═══ EXERCISE MATERIAL
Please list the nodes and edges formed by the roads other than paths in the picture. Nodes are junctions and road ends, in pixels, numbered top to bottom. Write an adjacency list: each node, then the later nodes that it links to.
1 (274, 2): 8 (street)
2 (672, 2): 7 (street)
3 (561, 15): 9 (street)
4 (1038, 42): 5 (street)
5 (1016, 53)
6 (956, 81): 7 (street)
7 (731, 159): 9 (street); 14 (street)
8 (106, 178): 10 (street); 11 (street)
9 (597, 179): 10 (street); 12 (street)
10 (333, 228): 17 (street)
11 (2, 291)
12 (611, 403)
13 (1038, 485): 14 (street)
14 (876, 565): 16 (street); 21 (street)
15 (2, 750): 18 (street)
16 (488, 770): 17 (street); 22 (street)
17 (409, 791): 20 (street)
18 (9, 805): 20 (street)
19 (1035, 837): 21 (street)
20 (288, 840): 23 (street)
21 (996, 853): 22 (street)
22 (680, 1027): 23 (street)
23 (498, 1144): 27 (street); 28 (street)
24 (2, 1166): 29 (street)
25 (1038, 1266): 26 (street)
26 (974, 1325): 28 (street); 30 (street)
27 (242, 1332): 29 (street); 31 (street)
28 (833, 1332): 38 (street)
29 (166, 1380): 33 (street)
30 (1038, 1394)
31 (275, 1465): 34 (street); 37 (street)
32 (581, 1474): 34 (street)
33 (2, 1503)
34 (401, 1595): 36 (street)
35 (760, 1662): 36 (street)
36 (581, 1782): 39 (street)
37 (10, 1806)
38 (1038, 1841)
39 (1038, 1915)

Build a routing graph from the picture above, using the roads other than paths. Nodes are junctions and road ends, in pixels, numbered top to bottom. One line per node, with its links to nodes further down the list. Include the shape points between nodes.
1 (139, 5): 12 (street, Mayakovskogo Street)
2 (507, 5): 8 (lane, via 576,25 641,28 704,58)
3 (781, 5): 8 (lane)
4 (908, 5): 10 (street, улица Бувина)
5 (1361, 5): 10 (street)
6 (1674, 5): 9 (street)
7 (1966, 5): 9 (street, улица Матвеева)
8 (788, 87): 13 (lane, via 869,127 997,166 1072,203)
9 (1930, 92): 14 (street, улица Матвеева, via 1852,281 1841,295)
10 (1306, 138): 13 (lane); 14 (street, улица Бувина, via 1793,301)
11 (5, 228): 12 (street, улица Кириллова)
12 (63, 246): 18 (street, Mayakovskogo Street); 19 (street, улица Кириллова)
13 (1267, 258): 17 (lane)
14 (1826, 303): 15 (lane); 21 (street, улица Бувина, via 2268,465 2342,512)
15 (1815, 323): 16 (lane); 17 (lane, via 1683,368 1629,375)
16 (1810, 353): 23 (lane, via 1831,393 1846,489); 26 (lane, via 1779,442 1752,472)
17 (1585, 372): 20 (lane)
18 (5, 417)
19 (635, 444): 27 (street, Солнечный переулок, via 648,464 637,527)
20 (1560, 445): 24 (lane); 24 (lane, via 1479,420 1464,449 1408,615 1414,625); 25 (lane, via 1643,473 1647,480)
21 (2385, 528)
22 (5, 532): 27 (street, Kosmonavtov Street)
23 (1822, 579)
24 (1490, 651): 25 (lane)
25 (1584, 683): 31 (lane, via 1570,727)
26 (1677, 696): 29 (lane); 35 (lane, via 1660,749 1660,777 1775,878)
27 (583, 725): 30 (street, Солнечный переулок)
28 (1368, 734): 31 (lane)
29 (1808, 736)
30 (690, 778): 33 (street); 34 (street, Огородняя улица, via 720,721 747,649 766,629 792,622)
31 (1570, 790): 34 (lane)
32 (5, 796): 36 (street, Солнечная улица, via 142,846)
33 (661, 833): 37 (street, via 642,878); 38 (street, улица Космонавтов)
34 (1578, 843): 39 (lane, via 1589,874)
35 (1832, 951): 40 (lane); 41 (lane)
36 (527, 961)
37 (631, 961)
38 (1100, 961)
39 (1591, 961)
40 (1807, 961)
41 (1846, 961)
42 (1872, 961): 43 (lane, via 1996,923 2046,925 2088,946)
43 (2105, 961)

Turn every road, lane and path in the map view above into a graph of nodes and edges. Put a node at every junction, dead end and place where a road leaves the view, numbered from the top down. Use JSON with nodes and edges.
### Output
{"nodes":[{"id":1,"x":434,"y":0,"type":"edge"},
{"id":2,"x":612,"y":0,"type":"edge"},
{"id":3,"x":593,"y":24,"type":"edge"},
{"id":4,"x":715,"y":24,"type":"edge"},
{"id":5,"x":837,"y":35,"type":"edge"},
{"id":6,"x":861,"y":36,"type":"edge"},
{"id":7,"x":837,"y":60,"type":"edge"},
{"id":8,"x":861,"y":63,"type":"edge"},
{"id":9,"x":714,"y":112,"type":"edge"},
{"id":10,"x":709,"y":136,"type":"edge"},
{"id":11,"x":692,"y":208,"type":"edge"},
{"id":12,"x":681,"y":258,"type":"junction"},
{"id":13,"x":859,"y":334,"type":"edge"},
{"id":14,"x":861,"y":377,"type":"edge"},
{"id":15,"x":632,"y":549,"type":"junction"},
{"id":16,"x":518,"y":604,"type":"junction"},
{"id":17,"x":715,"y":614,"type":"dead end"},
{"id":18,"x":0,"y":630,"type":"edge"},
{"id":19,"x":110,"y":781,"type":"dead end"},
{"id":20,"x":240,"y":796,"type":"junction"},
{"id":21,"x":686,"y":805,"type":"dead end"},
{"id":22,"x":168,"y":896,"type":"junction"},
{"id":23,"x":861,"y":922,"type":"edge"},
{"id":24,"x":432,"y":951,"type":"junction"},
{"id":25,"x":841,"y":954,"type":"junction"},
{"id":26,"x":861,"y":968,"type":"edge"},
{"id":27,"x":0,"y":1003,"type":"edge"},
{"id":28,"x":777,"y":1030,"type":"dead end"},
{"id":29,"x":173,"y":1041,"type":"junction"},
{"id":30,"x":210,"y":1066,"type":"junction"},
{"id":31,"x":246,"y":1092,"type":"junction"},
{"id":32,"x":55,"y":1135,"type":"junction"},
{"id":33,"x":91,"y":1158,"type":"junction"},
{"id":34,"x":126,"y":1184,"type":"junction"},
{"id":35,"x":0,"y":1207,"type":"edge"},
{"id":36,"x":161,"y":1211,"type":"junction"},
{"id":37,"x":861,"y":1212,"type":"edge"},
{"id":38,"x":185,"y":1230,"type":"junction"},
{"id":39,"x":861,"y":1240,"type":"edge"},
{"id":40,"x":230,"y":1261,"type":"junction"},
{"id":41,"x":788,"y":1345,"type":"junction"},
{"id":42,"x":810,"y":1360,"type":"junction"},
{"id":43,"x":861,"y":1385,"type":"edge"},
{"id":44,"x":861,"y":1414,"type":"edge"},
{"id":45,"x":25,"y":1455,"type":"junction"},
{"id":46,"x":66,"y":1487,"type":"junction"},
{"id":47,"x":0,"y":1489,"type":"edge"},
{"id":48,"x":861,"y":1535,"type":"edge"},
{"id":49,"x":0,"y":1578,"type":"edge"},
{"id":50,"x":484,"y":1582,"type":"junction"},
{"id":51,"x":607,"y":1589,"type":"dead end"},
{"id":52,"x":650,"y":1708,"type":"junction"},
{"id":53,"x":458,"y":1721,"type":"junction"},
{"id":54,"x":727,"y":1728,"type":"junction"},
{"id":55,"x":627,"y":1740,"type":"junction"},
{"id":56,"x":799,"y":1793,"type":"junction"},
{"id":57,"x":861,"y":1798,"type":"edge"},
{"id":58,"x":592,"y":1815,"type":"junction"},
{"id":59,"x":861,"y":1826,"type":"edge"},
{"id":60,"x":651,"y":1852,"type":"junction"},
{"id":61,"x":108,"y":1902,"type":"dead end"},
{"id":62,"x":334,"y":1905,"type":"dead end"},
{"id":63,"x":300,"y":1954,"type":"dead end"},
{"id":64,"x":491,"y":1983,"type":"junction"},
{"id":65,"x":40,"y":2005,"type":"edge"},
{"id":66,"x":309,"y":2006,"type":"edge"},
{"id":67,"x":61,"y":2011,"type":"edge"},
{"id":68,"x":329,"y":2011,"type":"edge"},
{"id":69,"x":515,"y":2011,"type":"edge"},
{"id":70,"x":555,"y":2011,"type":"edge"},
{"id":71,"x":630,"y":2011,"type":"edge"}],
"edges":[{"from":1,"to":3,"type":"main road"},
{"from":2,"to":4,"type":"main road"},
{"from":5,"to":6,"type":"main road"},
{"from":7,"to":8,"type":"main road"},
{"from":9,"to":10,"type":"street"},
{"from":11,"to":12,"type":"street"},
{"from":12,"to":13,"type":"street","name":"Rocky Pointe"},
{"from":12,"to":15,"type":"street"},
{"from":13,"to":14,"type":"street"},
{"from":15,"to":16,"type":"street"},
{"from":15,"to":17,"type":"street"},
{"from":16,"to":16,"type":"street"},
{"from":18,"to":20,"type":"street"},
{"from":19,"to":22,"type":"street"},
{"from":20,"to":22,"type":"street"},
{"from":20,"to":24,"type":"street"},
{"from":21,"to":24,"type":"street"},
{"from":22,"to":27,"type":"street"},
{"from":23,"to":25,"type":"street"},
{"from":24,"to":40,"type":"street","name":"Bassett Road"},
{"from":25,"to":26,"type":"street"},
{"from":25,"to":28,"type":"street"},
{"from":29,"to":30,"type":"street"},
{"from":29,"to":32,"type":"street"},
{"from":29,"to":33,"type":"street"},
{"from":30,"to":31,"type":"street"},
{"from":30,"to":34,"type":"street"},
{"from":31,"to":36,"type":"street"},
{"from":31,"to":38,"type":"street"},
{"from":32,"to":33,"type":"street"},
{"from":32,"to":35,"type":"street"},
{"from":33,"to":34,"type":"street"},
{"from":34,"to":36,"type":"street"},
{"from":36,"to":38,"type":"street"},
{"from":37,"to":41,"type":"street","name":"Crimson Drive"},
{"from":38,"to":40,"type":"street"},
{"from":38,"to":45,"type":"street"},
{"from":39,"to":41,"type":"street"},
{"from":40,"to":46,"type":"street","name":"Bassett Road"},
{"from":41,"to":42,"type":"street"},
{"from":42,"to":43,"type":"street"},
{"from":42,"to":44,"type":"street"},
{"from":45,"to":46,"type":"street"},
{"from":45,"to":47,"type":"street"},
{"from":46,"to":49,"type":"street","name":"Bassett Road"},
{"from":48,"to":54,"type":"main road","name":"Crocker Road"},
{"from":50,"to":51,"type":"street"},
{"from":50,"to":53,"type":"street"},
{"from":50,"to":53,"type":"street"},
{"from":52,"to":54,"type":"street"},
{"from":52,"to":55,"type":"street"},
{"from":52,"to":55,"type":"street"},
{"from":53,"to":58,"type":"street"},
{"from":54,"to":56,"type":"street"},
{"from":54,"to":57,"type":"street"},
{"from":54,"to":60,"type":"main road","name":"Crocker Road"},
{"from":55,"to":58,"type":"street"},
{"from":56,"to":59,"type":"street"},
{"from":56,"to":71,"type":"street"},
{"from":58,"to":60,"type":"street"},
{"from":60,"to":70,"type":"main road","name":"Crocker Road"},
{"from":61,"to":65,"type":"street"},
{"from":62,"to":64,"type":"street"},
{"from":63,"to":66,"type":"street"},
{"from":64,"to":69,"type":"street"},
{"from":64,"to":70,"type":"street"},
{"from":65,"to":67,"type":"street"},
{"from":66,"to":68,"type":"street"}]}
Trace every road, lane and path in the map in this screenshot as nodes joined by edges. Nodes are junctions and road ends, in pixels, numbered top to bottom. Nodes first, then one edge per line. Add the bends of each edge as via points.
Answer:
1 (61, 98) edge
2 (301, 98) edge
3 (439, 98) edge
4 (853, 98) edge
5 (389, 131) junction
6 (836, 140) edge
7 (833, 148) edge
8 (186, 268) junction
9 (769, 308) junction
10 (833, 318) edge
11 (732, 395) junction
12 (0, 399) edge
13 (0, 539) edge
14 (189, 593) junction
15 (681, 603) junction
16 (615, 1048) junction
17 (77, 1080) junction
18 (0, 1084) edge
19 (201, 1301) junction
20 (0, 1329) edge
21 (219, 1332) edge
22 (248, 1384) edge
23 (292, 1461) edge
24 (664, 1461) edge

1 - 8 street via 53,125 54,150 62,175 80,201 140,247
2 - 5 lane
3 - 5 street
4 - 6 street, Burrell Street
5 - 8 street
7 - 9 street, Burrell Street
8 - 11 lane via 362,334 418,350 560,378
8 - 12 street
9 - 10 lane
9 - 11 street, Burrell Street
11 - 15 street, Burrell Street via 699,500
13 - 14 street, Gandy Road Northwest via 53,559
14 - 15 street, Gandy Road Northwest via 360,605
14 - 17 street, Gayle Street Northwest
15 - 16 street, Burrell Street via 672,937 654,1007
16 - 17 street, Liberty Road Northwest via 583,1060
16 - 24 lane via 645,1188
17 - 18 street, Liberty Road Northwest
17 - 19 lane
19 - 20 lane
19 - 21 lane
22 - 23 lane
══════
*REQUIRED ACTION*: Each line in the data that holds the string "Матвеева" should be found and copied.

*OUTPUT BELOW*:
7 (1966, 5): 9 (street, улица Матвеева)
9 (1930, 92): 14 (street, улица Матвеева, via 1852,281 1841,295)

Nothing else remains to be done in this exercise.